On 21. juli. 2009, at 13.47, dl4ner wrote:


Hello Trond,

The biggest problem with expiration is that in order to locate the
item to expire we would have to look at _all_ items in the cache

Yes, I know. That's the reason why
- I suggested an additional command to have it externally triggered
only when needed
 (most users should not need it anyway)
- I suggested a deletion limit, for beeing able to have it stopped
after deletion of
 the given number of expired keys. (let's say 2.000). the Script can
run more often
 anyway.

that way it could be reasonable fair not to block a thread too long.
btw: that is exactly what I'm doing right now: get a list of 20.000
items
via stats cachedump, and foreach item do delete if expired.


I actually thought about creating a slabs maintenance thread a while back. It could inspect the items in the different slabs without locking them, and if it finds an expired item it would then lock the cache and re-evaluate and possibly free the item. This code could also move items between different slab pages, and do slab reassignment. The problem is that this isn't free: 1) CPU It will of course consume CPU to traverse the cache pool and inspect all the items 2) Destroy different caches on the CPU. This sweep over the cache will basically flush other caches on the CPU

Guess I could write a patch to do this to see how works.. What else should I use my vacation for ;-)

Cheers,

Trond


(we don't link the items into a expiry list).

I understand, and this would not be a problem for me. I also see
that my proposal is only a 90%-solution, but with only 10% of work
needed compared to a perfect solution.
But as 99% of all users would not need that feature anyway,
there should be no problem.

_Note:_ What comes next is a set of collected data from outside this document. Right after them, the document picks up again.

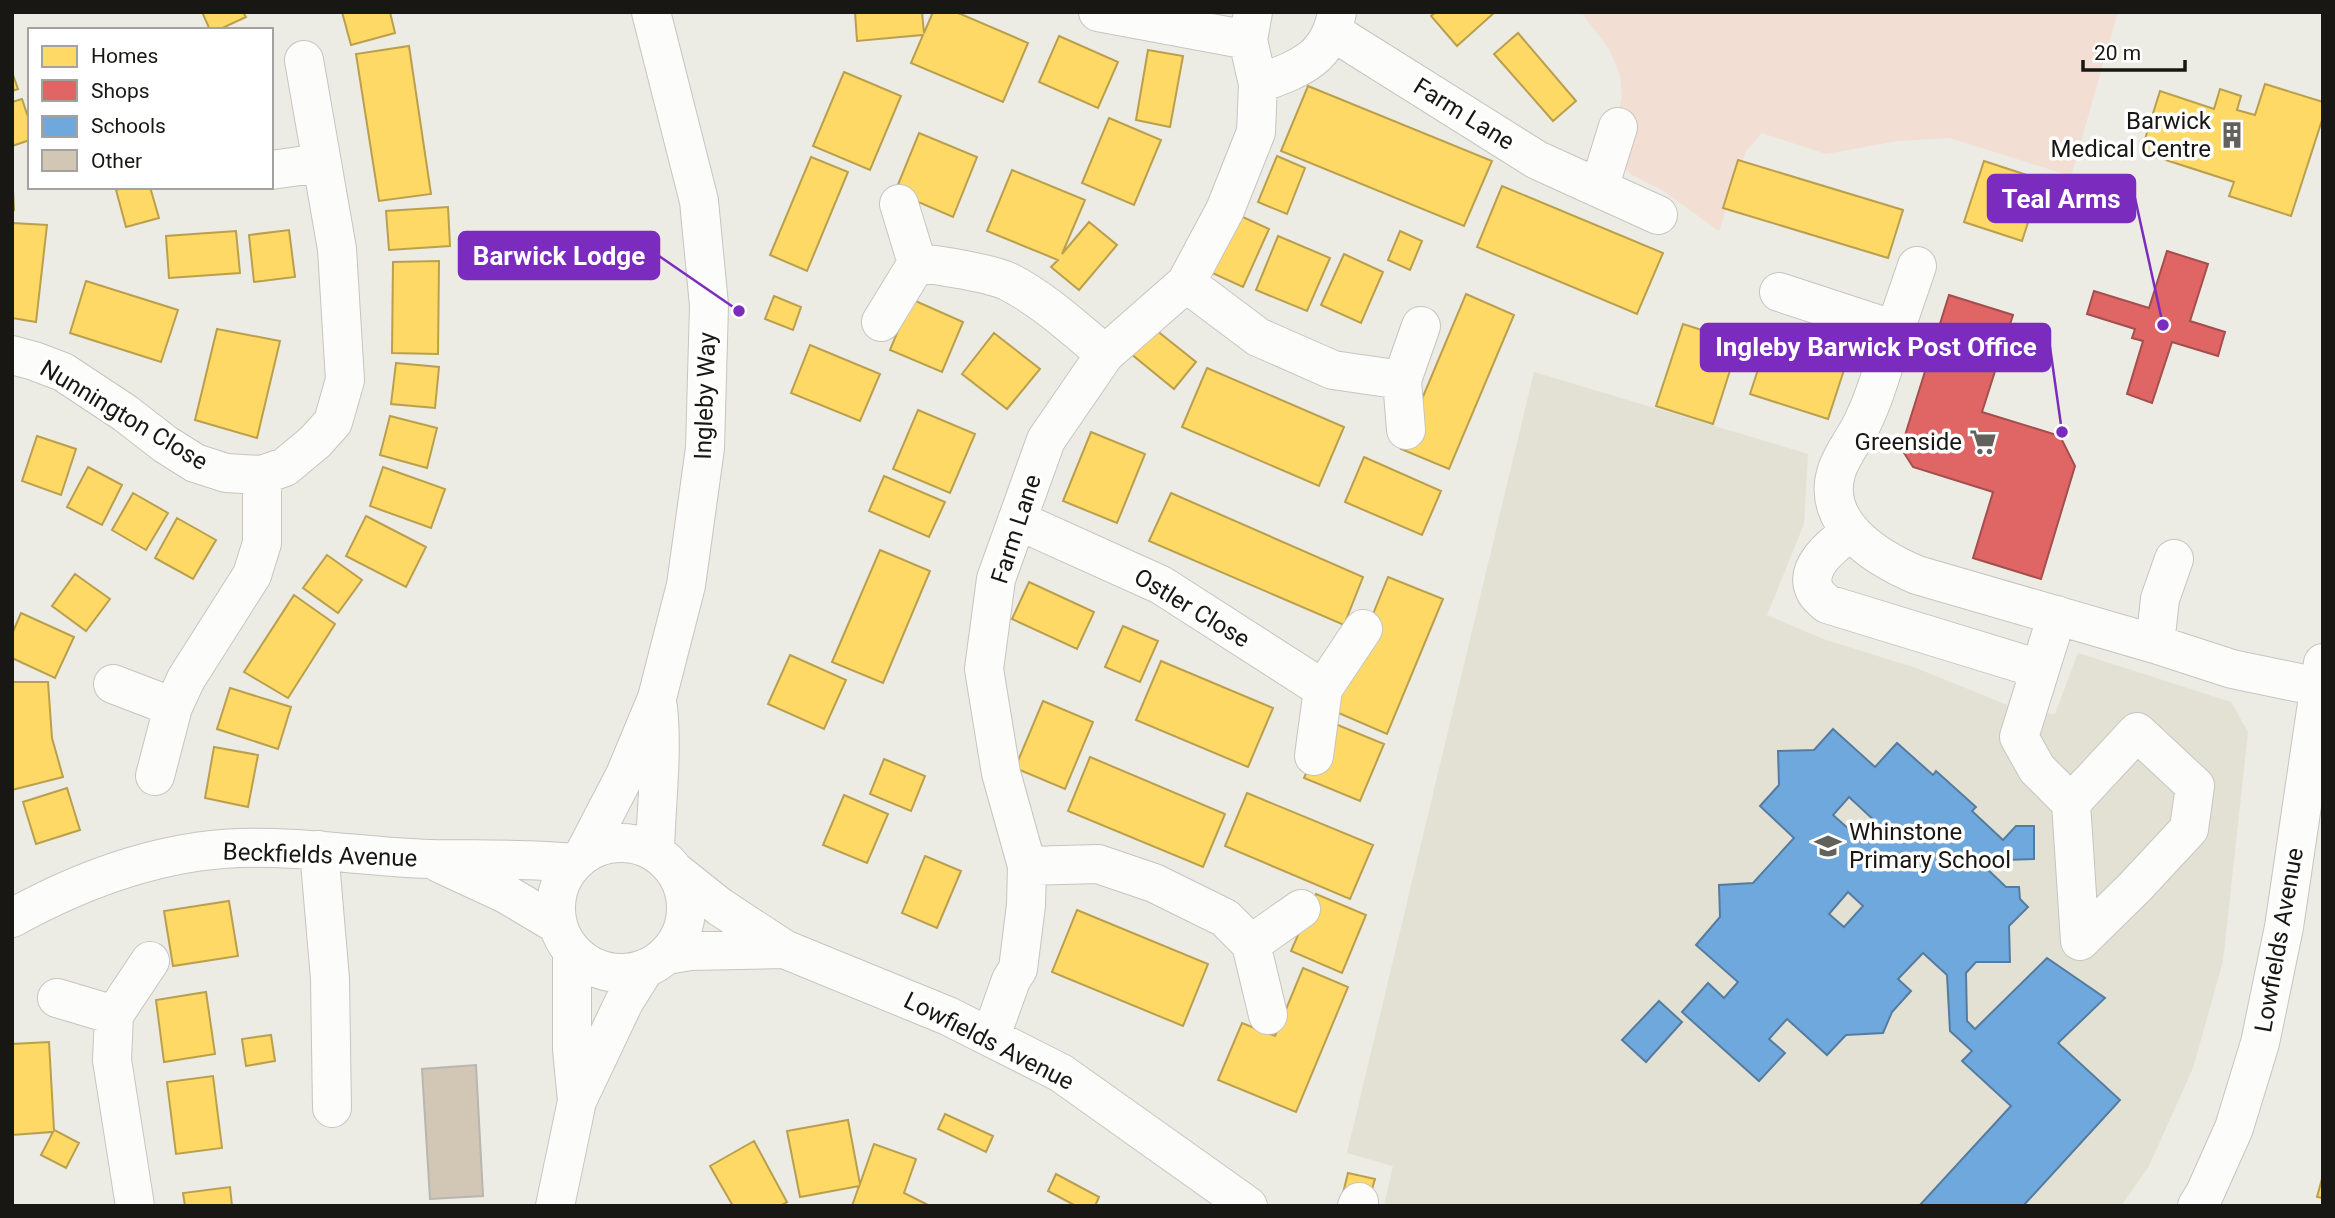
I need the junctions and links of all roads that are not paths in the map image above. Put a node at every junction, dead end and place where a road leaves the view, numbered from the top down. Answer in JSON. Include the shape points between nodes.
{"nodes":[{"id":1,"x":651,"y":12,"type":"edge"},
{"id":2,"x":1098,"y":12,"type":"edge"},
{"id":3,"x":1335,"y":22,"type":"edge"},
{"id":4,"x":1250,"y":26,"type":"edge"},
{"id":5,"x":304,"y":60,"type":"dead end"},
{"id":6,"x":1258,"y":84,"type":"junction"},
{"id":7,"x":1618,"y":127,"type":"dead end"},
{"id":8,"x":321,"y":163,"type":"junction"},
{"id":9,"x":273,"y":170,"type":"edge"},
{"id":10,"x":1599,"y":188,"type":"junction"},
{"id":11,"x":899,"y":204,"type":"dead end"},
{"id":12,"x":1658,"y":215,"type":"dead end"},
{"id":13,"x":917,"y":263,"type":"junction"},
{"id":14,"x":1917,"y":266,"type":"dead end"},
{"id":15,"x":1186,"y":283,"type":"junction"},
{"id":16,"x":1779,"y":292,"type":"dead end"},
{"id":17,"x":881,"y":322,"type":"dead end"},
{"id":18,"x":1421,"y":326,"type":"dead end"},
{"id":19,"x":1895,"y":330,"type":"junction"},
{"id":20,"x":1105,"y":354,"type":"junction"},
{"id":21,"x":12,"y":355,"type":"edge"},
{"id":22,"x":1402,"y":380,"type":"junction"},
{"id":23,"x":1406,"y":430,"type":"dead end"},
{"id":24,"x":262,"y":475,"type":"junction"},
{"id":25,"x":1017,"y":520,"type":"junction"},
{"id":26,"x":1850,"y":532,"type":"junction"},
{"id":27,"x":2175,"y":559,"type":"dead end"},
{"id":28,"x":2057,"y":615,"type":"junction"},
{"id":29,"x":1363,"y":629,"type":"dead end"},
{"id":30,"x":2155,"y":644,"type":"junction"},
{"id":31,"x":2039,"y":669,"type":"junction"},
{"id":32,"x":2321,"y":675,"type":"edge"},
{"id":33,"x":113,"y":684,"type":"dead end"},
{"id":34,"x":1323,"y":689,"type":"junction"},
{"id":35,"x":657,"y":698,"type":"junction"},
{"id":36,"x":173,"y":707,"type":"junction"},
{"id":37,"x":1314,"y":756,"type":"dead end"},
{"id":38,"x":155,"y":776,"type":"dead end"},
{"id":39,"x":2071,"y":803,"type":"junction"},
{"id":40,"x":319,"y":850,"type":"junction"},
{"id":41,"x":430,"y":859,"type":"junction"},
{"id":42,"x":579,"y":859,"type":"junction"},
{"id":43,"x":665,"y":862,"type":"junction"},
{"id":44,"x":1027,"y":866,"type":"junction"},
{"id":45,"x":1301,"y":909,"type":"dead end"},
{"id":46,"x":12,"y":918,"type":"edge"},
{"id":47,"x":565,"y":939,"type":"junction"},
{"id":48,"x":1251,"y":944,"type":"junction"},
{"id":49,"x":784,"y":949,"type":"junction"},
{"id":50,"x":150,"y":961,"type":"dead end"},
{"id":51,"x":656,"y":962,"type":"junction"},
{"id":52,"x":57,"y":998,"type":"dead end"},
{"id":53,"x":114,"y":1015,"type":"junction"},
{"id":54,"x":1268,"y":1015,"type":"dead end"},
{"id":55,"x":991,"y":1036,"type":"junction"},
{"id":56,"x":577,"y":1101,"type":"junction"},
{"id":57,"x":332,"y":1108,"type":"dead end"},
{"id":58,"x":135,"y":1206,"type":"edge"},
{"id":59,"x":555,"y":1206,"type":"edge"},
{"id":60,"x":1248,"y":1206,"type":"edge"},
{"id":61,"x":2197,"y":1206,"type":"edge"}],
"edges":[{"from":1,"to":35,"type":"street","name":"Ingleby Way","via":[[699,201],[709,305],[705,448],[686,585]]},
{"from":2,"to":4,"type":"street"},
{"from":3,"to":6,"type":"street","name":"Farm Lane","via":[[1323,49],[1293,70]]},
{"from":3,"to":10,"type":"street","name":"Farm Lane","via":[[1537,160]]},
{"from":4,"to":6,"type":"street","name":"Farm Lane"},
{"from":5,"to":8,"type":"street","name":"Nunnington Close"},
{"from":6,"to":15,"type":"street","name":"Farm Lane","via":[[1256,132],[1225,210]]},
{"from":7,"to":10,"type":"street"},
{"from":8,"to":9,"type":"street"},
{"from":8,"to":24,"type":"street","name":"Nunnington Close","via":[[337,249],[345,380],[332,422],[315,442],[285,467]]},
{"from":10,"to":12,"type":"street","name":"Farm Lane"},
{"from":11,"to":13,"type":"street"},
{"from":13,"to":17,"type":"street"},
{"from":13,"to":20,"type":"street","via":[[1007,281],[1056,313]]},
{"from":14,"to":19,"type":"street"},
{"from":15,"to":20,"type":"street","name":"Farm Lane"},
{"from":15,"to":22,"type":"street","via":[[1258,337],[1334,370]]},
{"from":16,"to":19,"type":"street"},
{"from":18,"to":22,"type":"street"},
{"from":19,"to":26,"type":"street","via":[[1866,416],[1838,469],[1834,487]]},
{"from":20,"to":25,"type":"street","name":"Farm Lane","via":[[1046,440]]},
{"from":21,"to":24,"type":"street","name":"Nunnington Close","via":[[63,372],[195,463],[226,473]]},
{"from":22,"to":23,"type":"street"},
{"from":24,"to":36,"type":"street","via":[[262,543],[252,576],[205,646]]},
{"from":25,"to":34,"type":"street","name":"Ostler Close","via":[[1161,584]]},
{"from":25,"to":44,"type":"street","name":"Farm Lane","via":[[996,579],[985,669],[1001,773]]},
{"from":26,"to":28,"type":"street","via":[[1889,562],[1917,575]]},
{"from":26,"to":31,"type":"street","via":[[1831,546],[1812,578],[1815,592],[1827,604]]},
{"from":27,"to":30,"type":"street","via":[[2160,599]]},
{"from":28,"to":30,"type":"street"},
{"from":28,"to":31,"type":"street"},
{"from":29,"to":34,"type":"street"},
{"from":30,"to":32,"type":"street","via":[[2232,669]]},
{"from":31,"to":39,"type":"street","via":[[2019,737],[2037,769]]},
{"from":32,"to":61,"type":"street","name":"Lowfields Avenue","via":[[2284,928],[2260,1043],[2234,1128]]},
{"from":33,"to":36,"type":"street"},
{"from":34,"to":37,"type":"street"},
{"from":35,"to":42,"type":"street","name":"Ingleby Way","via":[[625,775]]},
{"from":35,"to":43,"type":"street","name":"Ingleby Way","via":[[662,743],[656,797]]},
{"from":36,"to":38,"type":"street"},
{"from":39,"to":39,"type":"street","via":[[2076,872],[2080,941],[2189,829],[2196,786],[2137,732]]},
{"from":40,"to":41,"type":"street","name":"Beckfields Avenue"},
{"from":40,"to":46,"type":"street","name":"Beckfields Avenue","via":[[237,848],[179,856],[106,874]]},
{"from":40,"to":57,"type":"street","via":[[330,979]]},
{"from":41,"to":42,"type":"street","name":"Beckfields Avenue"},
{"from":41,"to":47,"type":"street","name":"Beckfields Avenue","via":[[506,894]]},
{"from":42,"to":43,"type":"street","via":[[607,844],[632,844]]},
{"from":42,"to":47,"type":"street","via":[[561,881],[556,903]]},
{"from":43,"to":49,"type":"street","name":"Lowfields Avenue","via":[[720,907]]},
{"from":43,"to":51,"type":"street","via":[[684,892],[686,915],[680,937]]},
{"from":44,"to":48,"type":"street","via":[[1098,864],[1154,884],[1225,918]]},
{"from":44,"to":55,"type":"street","name":"Farm Lane","via":[[1018,969]]},
{"from":45,"to":48,"type":"street"},
{"from":47,"to":51,"type":"street","via":[[593,968],[619,974]]},
{"from":47,"to":56,"type":"street"},
{"from":48,"to":54,"type":"street"},
{"from":49,"to":51,"type":"street","name":"Lowfields Avenue","via":[[690,951]]},
{"from":49,"to":55,"type":"street","name":"Lowfields Avenue"},
{"from":50,"to":53,"type":"street"},
{"from":51,"to":56,"type":"street","via":[[624,1002]]},
{"from":52,"to":53,"type":"street"},
{"from":53,"to":58,"type":"street","via":[[112,1060]]},
{"from":55,"to":60,"type":"street","name":"Lowfields Avenue","via":[[1061,1073]]},
{"from":56,"to":59,"type":"street"}]}
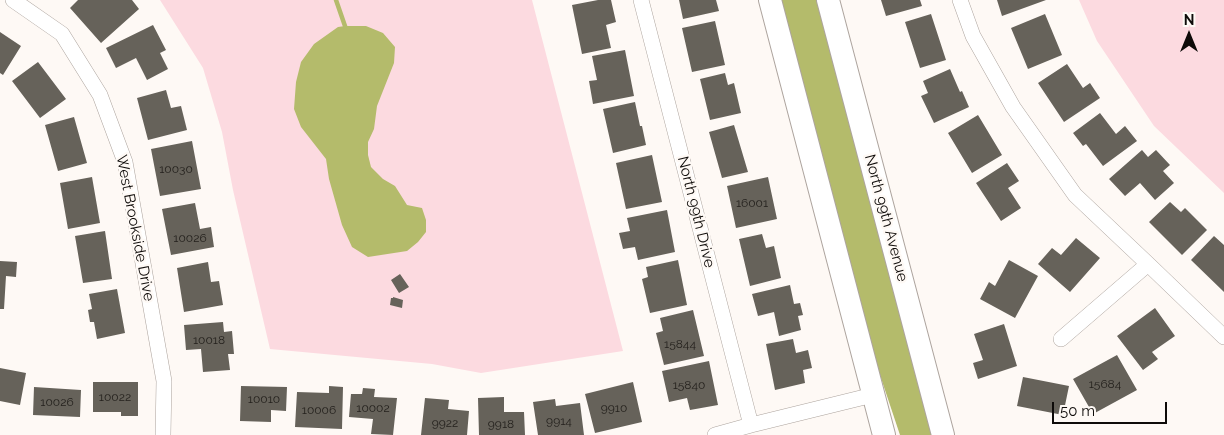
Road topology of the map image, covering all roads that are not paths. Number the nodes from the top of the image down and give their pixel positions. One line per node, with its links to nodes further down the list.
1 (13, 0): 11 (street, West Brookside Drive)
2 (641, 0): 10 (street, North 99th Drive)
3 (770, 0): 9 (main road)
4 (828, 0): 14 (main road, North 99th Avenue)
5 (960, 0): 6 (street)
6 (1148, 264): 7 (street); 8 (street)
7 (1224, 337)
8 (1061, 339)
9 (873, 395): 10 (street); 13 (main road)
10 (751, 425): 12 (street)
11 (163, 435)
12 (715, 435)
13 (884, 435)
14 (943, 435)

But I don't want to patch the source
code with every new version of memcached coming out :)

Currently we work out of the assumption that the future memory
allocation pattern will match the current pattern, so that your items
sizes wouldn't change that much (and hence the slab distribution
wouldn't be that off..)

exactly that is my problem. and we discovered it only after using
memcached for about 18 months...
ok, workaround would be to regularly restart the memcached, so
it can adapt to the a new pattern, but this would also mean a loss
in sessions what I'd like to avoid :)

That being said, freeing the item from the slab when it expires would
not solve your problems completely, it would just postpone the
problem...

Yes, completely agreed. But If I have 4 G of RAM, and I normally
would only need about 300 MB, I guess there would easily be enough
additional pages that CAN be allocated if needed.
Then, we can easily check in our network management, whether the
total allocated memory of the memcached process is near the limit
(for example over 3.5 GB) and then step in before it is too late.
I guess it would be some months instead of some days until the
allocated size (pages assigned to slabs) is that big.
I don't have a problem assigning 4 G of RAM even when 500 MB would
do,
if I can avoid that problem this way. 4 G RAM is a lot cheaper than
having
to invent completely new ways inside our application :)

You don't know when items expire so a slab page could
contain items with multiple expiration times, so moving the page to
another slabclass wouldn't be that easy to do (well, you could move
items between slab pages etc, but this is not a small patch ;-) )

Yes. having that all in mind, I guess a simple hardcoded non-automatic
expire (triggered externally) that goes through the linked item list
and
deletetes every object
+ would be a relatively simple patch
+ would not affect the normal default behaviour at all
+ would not be noticed by any other user at all
+ could help to solve our problem for some users (=> at lest for me)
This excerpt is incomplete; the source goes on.